Re: [PATCH 34/44] builtin/ls-remote: initialize repository based on fetch

"brian m. carlson" <sandals@xxxxxxxxxxxxxxxxxxxx> · Sat, 16 May 2020 20:28:55 +0000

On 2020-05-16 at 11:16:46, Martin Ågren wrote:
> On Wed, 13 May 2020 at 02:58, brian m. carlson
> <sandals@xxxxxxxxxxxxxxxxxxxx> wrote:
> >
> > ls-remote may or may not operate within a repository, and as such will
> > not have been initialized with the repository's hash algorithm.  Even if
> > it were, the remote side could be using a different algorithm and we
> > would still want to display those refs properly.  Find the hash
> > algorithm used by the remote side by querying the transport object and
> > set our hash algorithm accordingly.
> >
> > Without this change, if the remote side is using SHA-256, we truncate
> > the refs to 40 hex characters, since that's the length of the default
> > hash algorithm (SHA-1).
> 
> Could we add a test that passes now but would have failed before?
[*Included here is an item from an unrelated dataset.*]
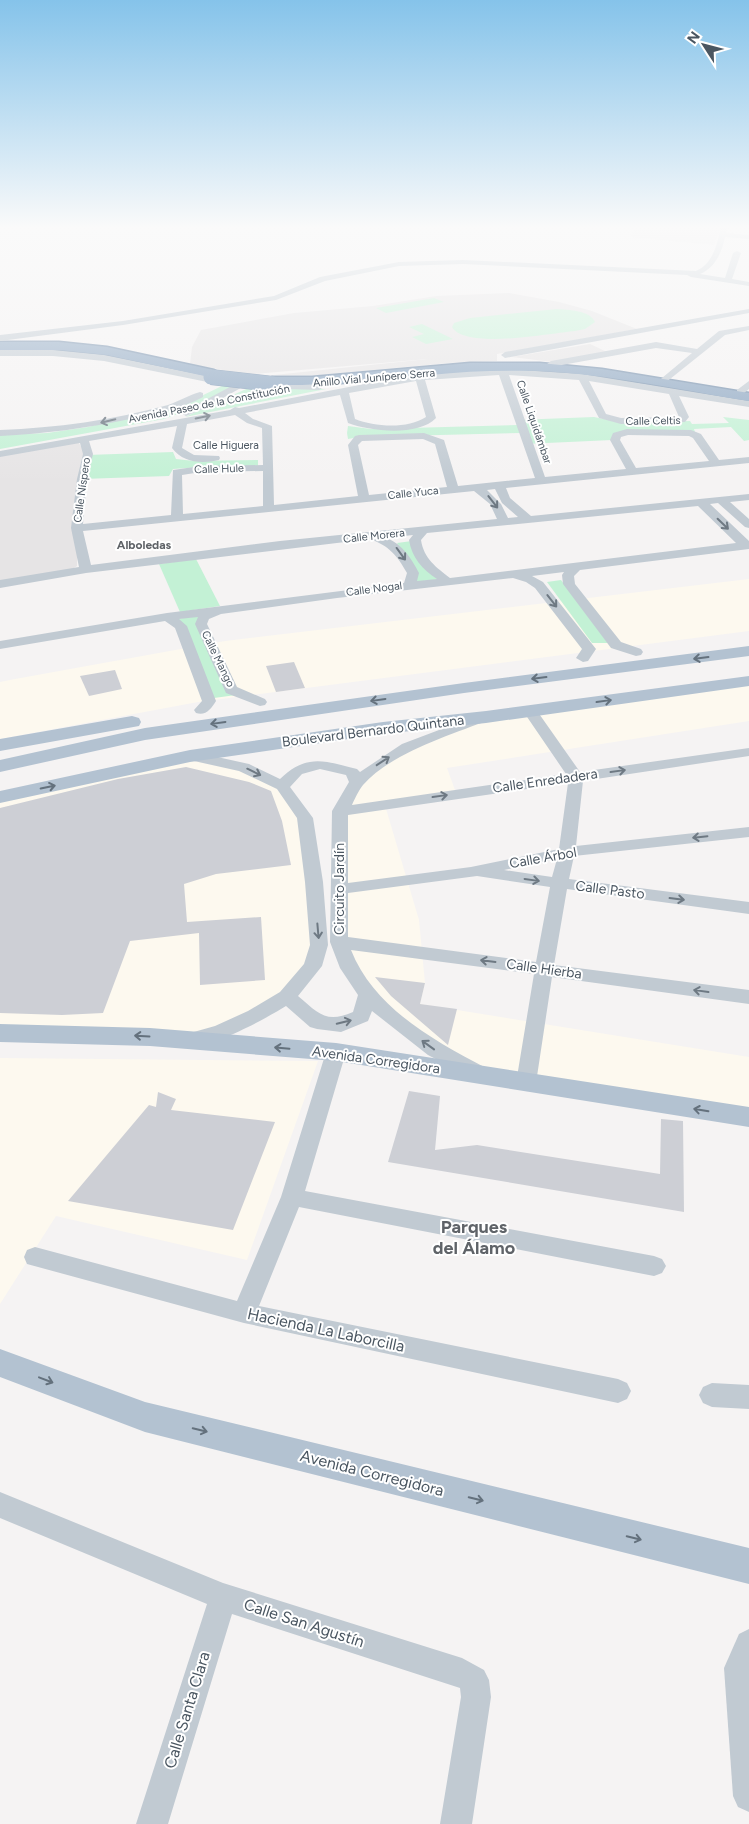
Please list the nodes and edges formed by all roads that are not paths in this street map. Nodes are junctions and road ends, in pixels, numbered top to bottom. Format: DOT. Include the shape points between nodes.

The existing tests that call "git ls-remote" actually fail with SHA-256
if we don't do this, specifically "ls-remote works outside repository"
in t5512.  That's the thing with a lot of this series: our existing test
suite is enormously effective at catching these things, but writing a
new test is hard because we can't actually instantiate a SHA-256
repository (because then users could, and it's broken until the end of
the series).  Perhaps unsurprisingly, that's how I found this problem.

So while I would love to write a test for this case, I can't without
allowing users to corrupt and destroy their data in the mean time (or
tacking the final six commits to this series).

> >         ref = transport_get_remote_refs(transport, &ref_prefixes);
> > +       if (ref) {
> > +               int hash_algo = hash_algo_by_ptr(transport_get_hash_algo(transport));
> > +               repo_set_hash_algo(the_repository, hash_algo);
> > +       }
> 
> This will modify `the_hash_algo`. Quoting commit 78a6766802 ("Integrate
> hash algorithm support with repo setup", 2017-11-12):
> 
>   Add a constant, the_hash_algo, which points to the hash_algo structure
>   pointer in the repository global.  Note that this is the hash which is
>   used to serialize data to disk, not the hash which is used to display
>   items to the user.  The transition plan anticipates that these may be
>   different.  We can add an additional element in the future (say,
>   ui_hash_algo) to provide for this case.
> 
> Don't we violate that here? Is it mostly luck that we can go on to list
> what we want to list and that we will never write to disk based on
> `the_hash_algo` being "wrong"(?)? Or am I missing something?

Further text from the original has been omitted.